> _Problem statement_: Report how many lines of the listing include the word "Right"; nothing else should be written.

> _Materials provided_:
☆ ☆ ☆ ☆ ☆

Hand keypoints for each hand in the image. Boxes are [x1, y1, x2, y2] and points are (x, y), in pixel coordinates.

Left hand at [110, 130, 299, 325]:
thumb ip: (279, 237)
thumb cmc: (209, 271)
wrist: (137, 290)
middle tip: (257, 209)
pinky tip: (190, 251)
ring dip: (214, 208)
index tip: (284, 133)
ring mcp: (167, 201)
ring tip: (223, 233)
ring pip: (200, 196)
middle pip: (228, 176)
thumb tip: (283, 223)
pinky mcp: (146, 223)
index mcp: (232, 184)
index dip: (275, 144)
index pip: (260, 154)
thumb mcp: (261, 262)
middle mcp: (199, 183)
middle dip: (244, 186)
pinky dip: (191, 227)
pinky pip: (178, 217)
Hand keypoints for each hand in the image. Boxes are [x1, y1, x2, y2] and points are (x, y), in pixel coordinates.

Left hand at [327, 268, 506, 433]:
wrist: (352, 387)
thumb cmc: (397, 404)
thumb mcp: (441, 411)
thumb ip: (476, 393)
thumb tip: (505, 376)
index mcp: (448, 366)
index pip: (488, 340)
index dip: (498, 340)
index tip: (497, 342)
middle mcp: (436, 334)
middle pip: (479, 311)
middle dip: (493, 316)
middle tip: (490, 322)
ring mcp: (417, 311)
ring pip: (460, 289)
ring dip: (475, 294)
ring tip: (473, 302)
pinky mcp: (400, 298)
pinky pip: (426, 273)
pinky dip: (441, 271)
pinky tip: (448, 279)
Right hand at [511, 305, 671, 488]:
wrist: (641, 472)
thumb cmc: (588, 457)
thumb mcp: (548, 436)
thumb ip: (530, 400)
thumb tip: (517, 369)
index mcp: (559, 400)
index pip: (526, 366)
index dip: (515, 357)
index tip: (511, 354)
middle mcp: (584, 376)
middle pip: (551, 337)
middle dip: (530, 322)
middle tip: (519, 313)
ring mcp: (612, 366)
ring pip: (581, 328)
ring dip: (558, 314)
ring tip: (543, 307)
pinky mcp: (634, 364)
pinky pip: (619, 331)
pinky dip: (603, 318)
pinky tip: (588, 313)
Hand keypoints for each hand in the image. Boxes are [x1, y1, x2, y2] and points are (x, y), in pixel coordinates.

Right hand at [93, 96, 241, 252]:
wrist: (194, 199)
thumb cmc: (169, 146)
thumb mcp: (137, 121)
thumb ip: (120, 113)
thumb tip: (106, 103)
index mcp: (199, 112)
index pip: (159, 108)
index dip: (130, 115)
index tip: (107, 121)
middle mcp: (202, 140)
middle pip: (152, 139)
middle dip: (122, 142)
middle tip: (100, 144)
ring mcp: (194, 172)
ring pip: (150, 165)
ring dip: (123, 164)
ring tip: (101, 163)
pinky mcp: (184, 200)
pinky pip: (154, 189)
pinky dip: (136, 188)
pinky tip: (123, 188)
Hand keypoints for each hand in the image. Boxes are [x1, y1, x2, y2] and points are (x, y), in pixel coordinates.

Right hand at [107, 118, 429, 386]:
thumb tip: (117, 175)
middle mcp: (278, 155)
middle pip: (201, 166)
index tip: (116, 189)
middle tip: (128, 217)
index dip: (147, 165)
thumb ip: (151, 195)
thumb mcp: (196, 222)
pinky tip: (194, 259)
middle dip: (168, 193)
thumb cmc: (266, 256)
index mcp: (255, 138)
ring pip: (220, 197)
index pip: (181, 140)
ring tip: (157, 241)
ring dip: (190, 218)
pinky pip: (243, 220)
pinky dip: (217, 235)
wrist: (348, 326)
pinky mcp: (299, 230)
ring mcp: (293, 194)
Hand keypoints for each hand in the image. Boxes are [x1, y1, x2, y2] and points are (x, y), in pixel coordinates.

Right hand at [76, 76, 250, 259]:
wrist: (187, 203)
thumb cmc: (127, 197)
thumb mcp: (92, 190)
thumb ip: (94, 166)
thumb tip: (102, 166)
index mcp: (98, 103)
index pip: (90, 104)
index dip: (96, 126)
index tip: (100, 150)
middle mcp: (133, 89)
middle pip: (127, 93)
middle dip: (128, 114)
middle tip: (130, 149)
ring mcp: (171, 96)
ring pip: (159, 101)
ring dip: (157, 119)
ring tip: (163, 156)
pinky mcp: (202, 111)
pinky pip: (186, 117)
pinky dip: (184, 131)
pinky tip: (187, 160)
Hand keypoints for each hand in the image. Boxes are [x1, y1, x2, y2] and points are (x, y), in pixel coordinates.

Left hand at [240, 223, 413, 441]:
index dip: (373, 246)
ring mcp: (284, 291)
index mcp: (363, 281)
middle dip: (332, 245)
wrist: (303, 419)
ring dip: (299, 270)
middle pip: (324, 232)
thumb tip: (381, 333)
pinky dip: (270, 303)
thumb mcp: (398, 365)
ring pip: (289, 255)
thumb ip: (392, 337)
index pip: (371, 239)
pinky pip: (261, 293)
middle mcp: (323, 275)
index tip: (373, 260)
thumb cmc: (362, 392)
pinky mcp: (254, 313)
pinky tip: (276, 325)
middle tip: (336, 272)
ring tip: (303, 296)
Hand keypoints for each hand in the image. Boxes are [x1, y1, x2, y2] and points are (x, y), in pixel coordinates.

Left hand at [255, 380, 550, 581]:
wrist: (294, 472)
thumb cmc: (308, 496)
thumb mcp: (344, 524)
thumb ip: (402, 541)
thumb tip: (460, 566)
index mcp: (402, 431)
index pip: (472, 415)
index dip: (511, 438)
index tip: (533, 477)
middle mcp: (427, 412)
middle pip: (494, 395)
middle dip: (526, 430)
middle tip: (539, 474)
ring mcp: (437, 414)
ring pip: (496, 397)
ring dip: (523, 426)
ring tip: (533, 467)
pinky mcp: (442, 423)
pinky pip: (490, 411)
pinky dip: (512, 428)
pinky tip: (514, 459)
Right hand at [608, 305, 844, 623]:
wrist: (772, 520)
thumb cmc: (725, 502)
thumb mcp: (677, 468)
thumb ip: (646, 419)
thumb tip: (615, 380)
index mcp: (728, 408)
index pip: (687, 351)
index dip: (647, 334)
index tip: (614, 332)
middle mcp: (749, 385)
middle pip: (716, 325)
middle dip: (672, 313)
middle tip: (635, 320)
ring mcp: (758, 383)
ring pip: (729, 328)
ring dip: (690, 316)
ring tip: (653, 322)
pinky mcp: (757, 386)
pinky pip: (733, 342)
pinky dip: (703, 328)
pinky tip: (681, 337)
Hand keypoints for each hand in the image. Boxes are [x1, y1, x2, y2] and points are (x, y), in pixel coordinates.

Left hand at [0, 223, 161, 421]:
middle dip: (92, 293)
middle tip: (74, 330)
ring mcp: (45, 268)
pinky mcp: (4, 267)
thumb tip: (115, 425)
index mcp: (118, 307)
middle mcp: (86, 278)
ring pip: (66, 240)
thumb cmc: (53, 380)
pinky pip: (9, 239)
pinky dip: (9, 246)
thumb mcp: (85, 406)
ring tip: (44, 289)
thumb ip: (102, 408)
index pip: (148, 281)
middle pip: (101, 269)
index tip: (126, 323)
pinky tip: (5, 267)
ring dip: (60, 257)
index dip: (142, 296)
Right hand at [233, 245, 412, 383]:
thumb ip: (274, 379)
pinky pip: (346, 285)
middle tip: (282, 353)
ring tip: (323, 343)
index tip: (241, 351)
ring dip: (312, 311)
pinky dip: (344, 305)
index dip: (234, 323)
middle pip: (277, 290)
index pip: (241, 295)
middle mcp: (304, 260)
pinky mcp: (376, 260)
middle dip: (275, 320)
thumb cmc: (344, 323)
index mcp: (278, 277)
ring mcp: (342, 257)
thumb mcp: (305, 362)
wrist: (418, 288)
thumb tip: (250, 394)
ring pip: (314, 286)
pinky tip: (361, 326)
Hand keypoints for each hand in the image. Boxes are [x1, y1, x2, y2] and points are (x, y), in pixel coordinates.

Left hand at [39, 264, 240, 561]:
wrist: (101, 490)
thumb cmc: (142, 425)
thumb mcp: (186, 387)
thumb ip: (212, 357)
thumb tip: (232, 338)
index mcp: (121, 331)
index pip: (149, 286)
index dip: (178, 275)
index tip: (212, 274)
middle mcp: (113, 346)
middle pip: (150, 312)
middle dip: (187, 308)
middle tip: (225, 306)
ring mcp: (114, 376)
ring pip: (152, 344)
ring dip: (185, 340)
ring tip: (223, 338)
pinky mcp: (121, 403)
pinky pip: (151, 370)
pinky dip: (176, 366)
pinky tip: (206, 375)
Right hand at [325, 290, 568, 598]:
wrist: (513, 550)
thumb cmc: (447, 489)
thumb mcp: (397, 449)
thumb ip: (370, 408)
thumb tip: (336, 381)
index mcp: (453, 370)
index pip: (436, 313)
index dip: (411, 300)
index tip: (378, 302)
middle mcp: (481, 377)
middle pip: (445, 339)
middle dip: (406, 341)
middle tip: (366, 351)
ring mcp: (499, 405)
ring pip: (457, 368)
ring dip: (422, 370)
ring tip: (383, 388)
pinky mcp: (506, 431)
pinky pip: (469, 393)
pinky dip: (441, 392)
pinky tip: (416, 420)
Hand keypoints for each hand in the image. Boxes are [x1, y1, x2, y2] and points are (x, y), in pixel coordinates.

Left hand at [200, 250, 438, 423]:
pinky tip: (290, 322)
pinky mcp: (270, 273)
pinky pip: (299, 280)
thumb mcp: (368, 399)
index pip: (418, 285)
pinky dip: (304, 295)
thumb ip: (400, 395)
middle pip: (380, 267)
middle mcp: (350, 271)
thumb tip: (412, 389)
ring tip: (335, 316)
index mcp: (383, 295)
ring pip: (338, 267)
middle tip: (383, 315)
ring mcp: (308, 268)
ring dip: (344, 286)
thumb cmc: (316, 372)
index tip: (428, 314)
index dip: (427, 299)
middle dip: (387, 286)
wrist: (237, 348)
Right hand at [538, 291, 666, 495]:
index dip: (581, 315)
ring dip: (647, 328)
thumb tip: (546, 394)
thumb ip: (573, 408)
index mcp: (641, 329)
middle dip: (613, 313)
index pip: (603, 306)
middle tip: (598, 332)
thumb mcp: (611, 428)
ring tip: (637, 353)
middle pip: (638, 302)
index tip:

☆ ☆ ☆ ☆ ☆

> _Response area_: 8